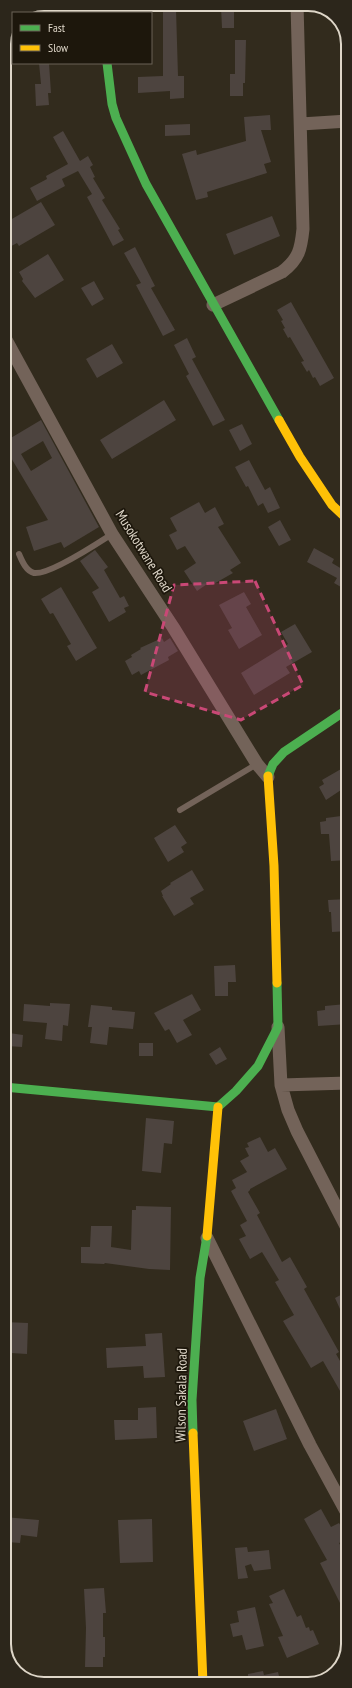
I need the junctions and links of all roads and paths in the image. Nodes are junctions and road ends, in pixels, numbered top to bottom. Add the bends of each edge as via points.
1 (297, 11) edge
2 (107, 64) edge
3 (341, 121) edge
4 (301, 124) junction
5 (213, 305) junction
6 (11, 349) edge
7 (341, 513) edge
8 (112, 534) junction
9 (19, 554) dead end
10 (341, 714) edge
11 (257, 764) junction
12 (268, 777) junction
13 (180, 810) dead end
14 (278, 1027) junction
15 (341, 1083) edge
16 (281, 1085) junction
17 (11, 1088) edge
18 (218, 1107) junction
19 (341, 1216) edge
20 (207, 1238) junction
21 (341, 1502) edge
22 (203, 1677) edge

1 - 4 street
2 - 5 street via 112,104 122,132 146,184
3 - 4 street
4 - 5 street via 303,229 298,255 282,272
5 - 7 street via 300,457 332,505
6 - 8 street, Musokotwane Road
8 - 9 lane via 43,572 34,573 27,569
8 - 11 street, Musokotwane Road via 173,626
10 - 12 street via 284,752 273,764
11 - 12 street, Musokotwane Road
11 - 13 lane
12 - 14 street via 274,866
14 - 16 street
14 - 18 street via 258,1066 236,1092
15 - 16 street
16 - 19 street via 297,1131
17 - 18 street
18 - 20 street, Wilson Sakala Road
20 - 21 street
20 - 22 street, Wilson Sakala Road via 200,1278 192,1400

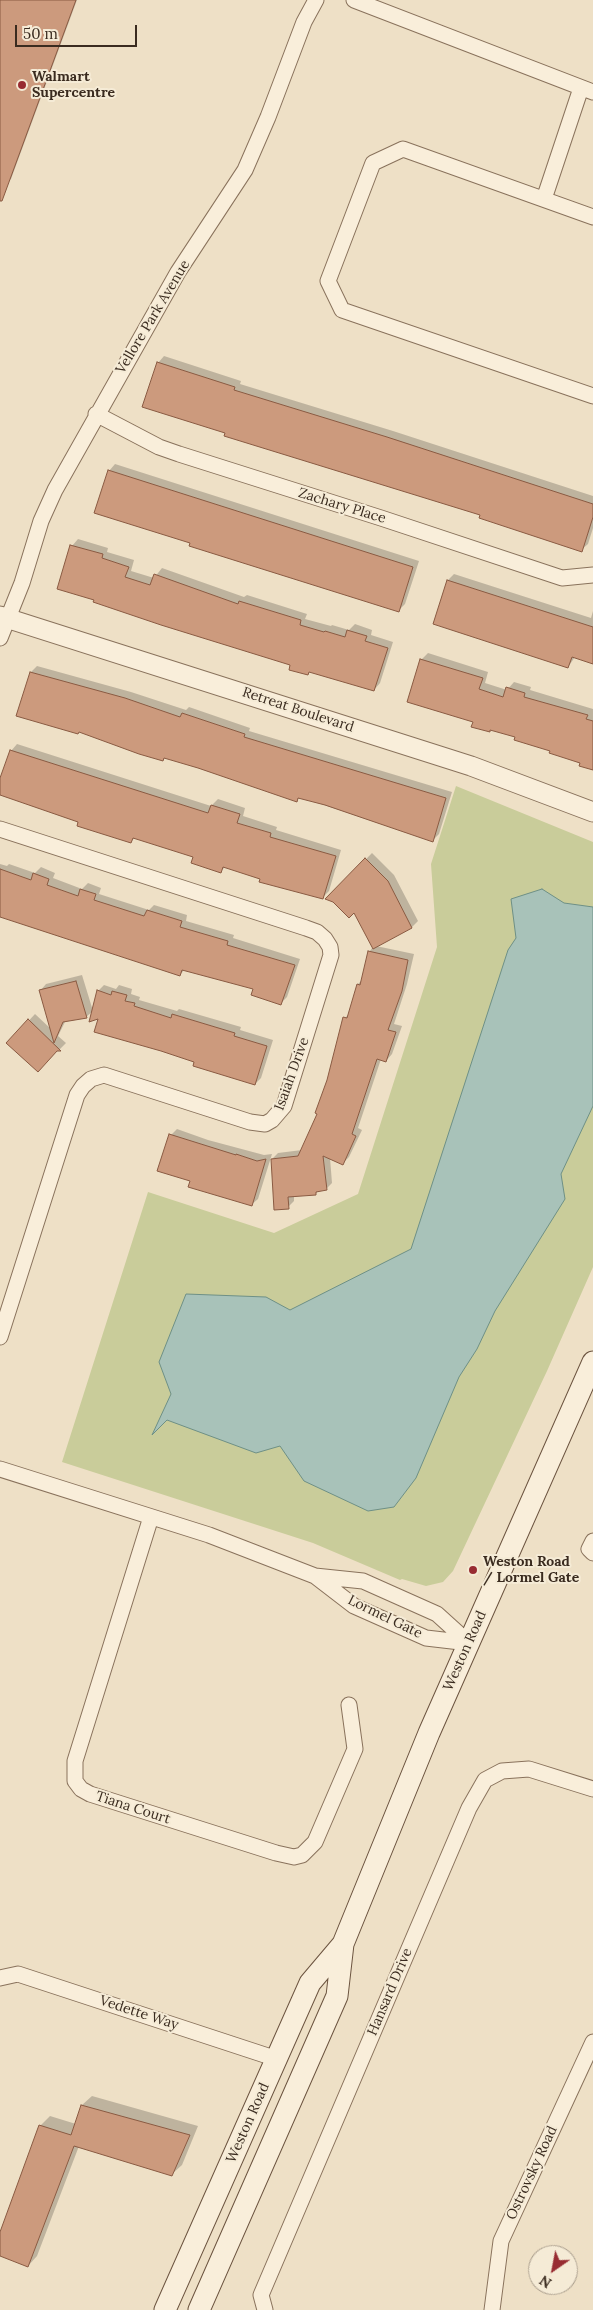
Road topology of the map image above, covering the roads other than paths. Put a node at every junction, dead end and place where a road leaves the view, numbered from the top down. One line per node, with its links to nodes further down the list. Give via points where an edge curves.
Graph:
1 (316, 0): 7 (street, Vellore Park Avenue, via 304,22 245,170 178,272)
2 (354, 0): 3 (street)
3 (587, 90): 4 (street)
4 (544, 199): 5 (street); 6 (street, via 402,149 373,163 328,282 342,310)
5 (593, 218)
6 (593, 396)
7 (96, 414): 8 (street, Zachary Place, via 179,454 562,578); 9 (street, Vellore Park Avenue, via 48,504)
8 (593, 575)
9 (4, 618): 10 (street, Vellore Park Avenue); 11 (street, Retreat Boulevard, via 471,766)
10 (0, 638)
11 (593, 812)
12 (0, 829): 13 (street, Isaiah Drive, via 306,928 317,932 330,947 284,1106 272,1120 264,1124 250,1122 104,1075 92,1078 83,1086 77,1094)
13 (0, 1337)
14 (593, 1362): 20 (main road, Weston Road)
15 (0, 1469): 16 (street, Lormel Gate)
16 (151, 1517): 19 (street, Lormel Gate, via 209,1535); 21 (street, Tiana Court, via 75,1761 75,1781 81,1788 90,1794 276,1853 294,1857 302,1855 315,1842 355,1749)
17 (593, 1541): 18 (street, via 589,1549)
18 (593, 1553)
19 (315, 1576): 20 (street, Lormel Gate, via 354,1606 426,1638); 20 (street, Lormel Gate, via 363,1582 429,1610)
20 (469, 1643): 23 (main road, Weston Road)
21 (349, 1705)
22 (593, 1789): 29 (street, Hansard Drive, via 529,1770 502,1771 485,1780 469,1808 261,2295)
23 (344, 1944): 26 (main road, Weston Road, via 310,1983); 28 (main road, Weston Road, via 337,1996)
24 (0, 1978): 26 (street, Vedette Way, via 18,1974)
25 (593, 2042): 30 (street, Ostrovsky Road, via 501,2241)
26 (277, 2059): 27 (main road, Weston Road)
27 (166, 2310)
28 (199, 2310)
29 (265, 2310)
30 (492, 2310)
──────────────────────────────
▸ WHAT YOU SHOULD DO:
What do the lines from the one with "Road topology of" through the last line of the entries say? Print them word for word, both ends included, and nothing else.

▸ OUTPUT OF THE TASK:
Road topology of the map image above, covering the roads other than paths. Put a node at every junction, dead end and place where a road leaves the view, numbered from the top down. One line per node, with its links to nodes further down the list. Give via points where an edge curves.
Graph:
1 (316, 0): 7 (street, Vellore Park Avenue, via 304,22 245,170 178,272)
2 (354, 0): 3 (street)
3 (587, 90): 4 (street)
4 (544, 199): 5 (street); 6 (street, via 402,149 373,163 328,282 342,310)
5 (593, 218)
6 (593, 396)
7 (96, 414): 8 (street, Zachary Place, via 179,454 562,578); 9 (street, Vellore Park Avenue, via 48,504)
8 (593, 575)
9 (4, 618): 10 (street, Vellore Park Avenue); 11 (street, Retreat Boulevard, via 471,766)
10 (0, 638)
11 (593, 812)
12 (0, 829): 13 (street, Isaiah Drive, via 306,928 317,932 330,947 284,1106 272,1120 264,1124 250,1122 104,1075 92,1078 83,1086 77,1094)
13 (0, 1337)
14 (593, 1362): 20 (main road, Weston Road)
15 (0, 1469): 16 (street, Lormel Gate)
16 (151, 1517): 19 (street, Lormel Gate, via 209,1535); 21 (street, Tiana Court, via 75,1761 75,1781 81,1788 90,1794 276,1853 294,1857 302,1855 315,1842 355,1749)
17 (593, 1541): 18 (street, via 589,1549)
18 (593, 1553)
19 (315, 1576): 20 (street, Lormel Gate, via 354,1606 426,1638); 20 (street, Lormel Gate, via 363,1582 429,1610)
20 (469, 1643): 23 (main road, Weston Road)
21 (349, 1705)
22 (593, 1789): 29 (street, Hansard Drive, via 529,1770 502,1771 485,1780 469,1808 261,2295)
23 (344, 1944): 26 (main road, Weston Road, via 310,1983); 28 (main road, Weston Road, via 337,1996)
24 (0, 1978): 26 (street, Vedette Way, via 18,1974)
25 (593, 2042): 30 (street, Ostrovsky Road, via 501,2241)
26 (277, 2059): 27 (main road, Weston Road)
27 (166, 2310)
28 (199, 2310)
29 (265, 2310)
30 (492, 2310)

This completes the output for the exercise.